S B Thampi
Articles written in Journal of Earth System Science
Volume 116 Issue 4 August 2007 pp 275-304
Obtaining an accurate initial state is recognized as one of the biggest challenges in accurate model prediction of convective events. This work is the first attempt in utilizing the India Meteorological Department (IMD) Doppler radar data in a numerical model for the prediction of mesoscale convective complexes around Chennai and Kolkata. Three strong convective events both over Chennai and Kolkata have been considered for the present study. The simulation experiments have been carried out using fifth-generation Pennsylvania State University–National Center for Atmospheric Research (PSU–NCAR) mesoscale model (MM5) version 3.5.6. The variational data assimilation approach is one of the most promising tools available for directly assimilating the mesoscale observations in order to improve the initial state. The horizontal wind derived from the DWR has been used alongwith other conventional and non-conventional data in the assimilation system. The preliminary results from the three dimensional variational (3DVAR) experiments are encouraging. The simulated rainfall has also been compared with that derived from the Tropical Rainfall Measuring Mission (TRMM) satellite. The encouraging result from this study can be the basis for further investigation of the direct assimilation of radar reflectivity data in 3DVAR system. The present study indicates that Doppler radar data assimilation improves the initial field and enhances the Quantitative Precipitation Forecasting (QPF) skill.
Volume 119 Issue 2 April 2010 pp 183-199
In this paper, we describe offline analysis of Indian Doppler Weather Radar (DWR) data from cyclone Ogni using a suite of radar algorithms as implemented on NEXRAD and the advanced algorithms developed jointly by the National Severe Storms Laboratory (NSSL) and the University of Oklahoma. We demonstrate the applicability of the various algorithms to Indian radar data, the improvement in the quality control and evaluate the benefit of nowcasting capabilities in Indian conditions. New information about the tropical cyclone structure, as derived from application of the algorithms is also discussed in this study.

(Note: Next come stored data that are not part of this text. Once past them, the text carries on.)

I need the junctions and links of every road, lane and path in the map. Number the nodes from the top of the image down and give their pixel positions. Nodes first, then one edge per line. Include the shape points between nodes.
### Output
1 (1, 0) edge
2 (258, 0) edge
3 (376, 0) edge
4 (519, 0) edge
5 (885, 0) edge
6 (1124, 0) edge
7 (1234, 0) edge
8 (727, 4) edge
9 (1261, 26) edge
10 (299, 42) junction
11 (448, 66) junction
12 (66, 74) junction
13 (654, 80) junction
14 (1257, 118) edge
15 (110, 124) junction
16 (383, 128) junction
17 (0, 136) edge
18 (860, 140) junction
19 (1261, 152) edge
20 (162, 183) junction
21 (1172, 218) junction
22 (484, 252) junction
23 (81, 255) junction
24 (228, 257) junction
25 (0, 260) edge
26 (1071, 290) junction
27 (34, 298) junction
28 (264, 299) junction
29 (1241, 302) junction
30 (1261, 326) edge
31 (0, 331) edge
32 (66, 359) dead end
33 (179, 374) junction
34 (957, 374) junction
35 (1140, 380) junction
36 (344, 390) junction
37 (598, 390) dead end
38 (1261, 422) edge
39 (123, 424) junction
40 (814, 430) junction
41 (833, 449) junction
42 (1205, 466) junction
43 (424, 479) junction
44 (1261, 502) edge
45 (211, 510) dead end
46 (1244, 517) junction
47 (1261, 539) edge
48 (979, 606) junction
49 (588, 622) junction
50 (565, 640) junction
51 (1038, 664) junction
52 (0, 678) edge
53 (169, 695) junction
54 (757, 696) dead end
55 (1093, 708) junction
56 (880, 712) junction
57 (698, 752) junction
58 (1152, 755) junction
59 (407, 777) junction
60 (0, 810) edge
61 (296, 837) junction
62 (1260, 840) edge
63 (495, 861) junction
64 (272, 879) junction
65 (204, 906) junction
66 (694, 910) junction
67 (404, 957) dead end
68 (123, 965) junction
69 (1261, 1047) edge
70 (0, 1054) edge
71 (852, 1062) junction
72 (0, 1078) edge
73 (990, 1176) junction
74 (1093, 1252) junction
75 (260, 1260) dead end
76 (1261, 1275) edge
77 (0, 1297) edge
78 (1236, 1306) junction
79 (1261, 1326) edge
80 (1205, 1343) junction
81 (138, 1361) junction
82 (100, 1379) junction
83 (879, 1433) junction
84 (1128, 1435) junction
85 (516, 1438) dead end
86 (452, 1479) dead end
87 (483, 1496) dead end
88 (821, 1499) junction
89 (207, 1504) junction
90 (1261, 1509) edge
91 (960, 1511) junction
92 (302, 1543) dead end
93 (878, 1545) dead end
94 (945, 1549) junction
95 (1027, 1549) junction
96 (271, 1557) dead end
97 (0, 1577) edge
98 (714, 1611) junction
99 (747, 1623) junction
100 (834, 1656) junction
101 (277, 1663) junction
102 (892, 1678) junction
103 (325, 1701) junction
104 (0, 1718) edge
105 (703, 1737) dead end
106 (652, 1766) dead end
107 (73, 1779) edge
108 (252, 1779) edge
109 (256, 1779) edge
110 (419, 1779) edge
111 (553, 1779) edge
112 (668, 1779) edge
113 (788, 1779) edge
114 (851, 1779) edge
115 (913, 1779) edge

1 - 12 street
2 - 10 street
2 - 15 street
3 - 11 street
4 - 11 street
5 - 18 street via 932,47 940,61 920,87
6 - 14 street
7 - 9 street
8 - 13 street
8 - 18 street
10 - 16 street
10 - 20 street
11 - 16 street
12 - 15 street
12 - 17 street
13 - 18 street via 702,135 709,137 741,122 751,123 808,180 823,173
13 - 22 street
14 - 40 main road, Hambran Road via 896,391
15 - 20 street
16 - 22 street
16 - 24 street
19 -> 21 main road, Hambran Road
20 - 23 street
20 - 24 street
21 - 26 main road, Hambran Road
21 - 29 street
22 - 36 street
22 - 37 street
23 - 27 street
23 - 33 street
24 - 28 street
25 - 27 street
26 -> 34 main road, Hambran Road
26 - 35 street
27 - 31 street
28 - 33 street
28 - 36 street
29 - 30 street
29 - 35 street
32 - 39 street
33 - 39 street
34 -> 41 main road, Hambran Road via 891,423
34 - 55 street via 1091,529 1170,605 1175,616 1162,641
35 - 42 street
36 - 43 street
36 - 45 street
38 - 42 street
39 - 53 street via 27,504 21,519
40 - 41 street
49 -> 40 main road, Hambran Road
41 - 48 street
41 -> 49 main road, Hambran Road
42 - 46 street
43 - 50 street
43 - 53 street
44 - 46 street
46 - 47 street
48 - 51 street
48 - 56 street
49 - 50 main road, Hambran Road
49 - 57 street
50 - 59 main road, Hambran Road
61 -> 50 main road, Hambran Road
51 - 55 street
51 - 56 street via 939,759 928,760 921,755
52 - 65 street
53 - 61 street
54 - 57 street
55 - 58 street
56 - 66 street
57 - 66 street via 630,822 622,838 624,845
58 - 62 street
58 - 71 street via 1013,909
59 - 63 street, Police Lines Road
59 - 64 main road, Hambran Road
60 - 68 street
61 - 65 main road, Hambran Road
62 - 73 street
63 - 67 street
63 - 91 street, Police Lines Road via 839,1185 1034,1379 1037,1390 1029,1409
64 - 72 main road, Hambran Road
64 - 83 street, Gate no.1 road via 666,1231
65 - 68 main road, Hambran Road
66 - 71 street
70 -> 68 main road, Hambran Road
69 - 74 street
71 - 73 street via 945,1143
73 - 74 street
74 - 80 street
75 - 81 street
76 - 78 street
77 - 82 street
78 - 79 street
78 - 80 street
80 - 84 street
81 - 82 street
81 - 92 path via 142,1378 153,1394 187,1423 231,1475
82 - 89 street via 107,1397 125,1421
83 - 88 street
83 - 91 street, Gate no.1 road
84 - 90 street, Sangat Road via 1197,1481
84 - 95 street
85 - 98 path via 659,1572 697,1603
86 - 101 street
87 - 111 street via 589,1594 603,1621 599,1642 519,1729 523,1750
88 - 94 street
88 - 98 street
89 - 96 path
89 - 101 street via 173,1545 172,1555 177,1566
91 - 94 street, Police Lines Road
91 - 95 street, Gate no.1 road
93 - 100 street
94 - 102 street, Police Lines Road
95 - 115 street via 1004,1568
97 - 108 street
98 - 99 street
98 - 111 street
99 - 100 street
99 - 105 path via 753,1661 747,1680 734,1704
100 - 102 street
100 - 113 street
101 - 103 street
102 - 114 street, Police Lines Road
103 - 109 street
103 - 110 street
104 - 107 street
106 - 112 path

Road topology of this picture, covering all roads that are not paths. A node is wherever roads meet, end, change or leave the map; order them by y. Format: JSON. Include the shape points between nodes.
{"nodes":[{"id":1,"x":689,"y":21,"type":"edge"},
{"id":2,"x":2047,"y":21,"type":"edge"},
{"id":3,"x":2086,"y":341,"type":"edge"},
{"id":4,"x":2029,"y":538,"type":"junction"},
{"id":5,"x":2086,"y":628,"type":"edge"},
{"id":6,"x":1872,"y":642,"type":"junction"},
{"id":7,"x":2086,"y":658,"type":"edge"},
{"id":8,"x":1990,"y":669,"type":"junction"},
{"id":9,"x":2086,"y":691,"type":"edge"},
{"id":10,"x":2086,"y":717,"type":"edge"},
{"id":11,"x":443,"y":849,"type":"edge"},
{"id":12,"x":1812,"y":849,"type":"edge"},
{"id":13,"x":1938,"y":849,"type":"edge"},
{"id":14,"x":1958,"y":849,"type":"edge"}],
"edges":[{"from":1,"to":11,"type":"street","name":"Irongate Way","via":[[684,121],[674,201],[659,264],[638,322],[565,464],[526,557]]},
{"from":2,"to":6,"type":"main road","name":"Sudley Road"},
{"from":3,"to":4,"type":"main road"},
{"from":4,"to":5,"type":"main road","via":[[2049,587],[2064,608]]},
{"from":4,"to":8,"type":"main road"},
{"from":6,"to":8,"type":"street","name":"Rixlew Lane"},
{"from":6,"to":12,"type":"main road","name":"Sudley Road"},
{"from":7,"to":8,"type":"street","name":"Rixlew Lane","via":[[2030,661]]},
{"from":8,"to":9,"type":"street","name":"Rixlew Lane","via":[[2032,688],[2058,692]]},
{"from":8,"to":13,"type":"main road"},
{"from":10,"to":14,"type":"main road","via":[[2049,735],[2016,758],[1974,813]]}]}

Finally, we suggest improvements that could be made to the Indian data collection strategies, networking and real-time analysis. Since this is the first study of its kind to process and utilize DWR data in a tropical climate, the suggestions on real-time analysis and data collection strategies made in this paper, would in many cases, be beneficial to other countries embarking on DWR network modernization programs.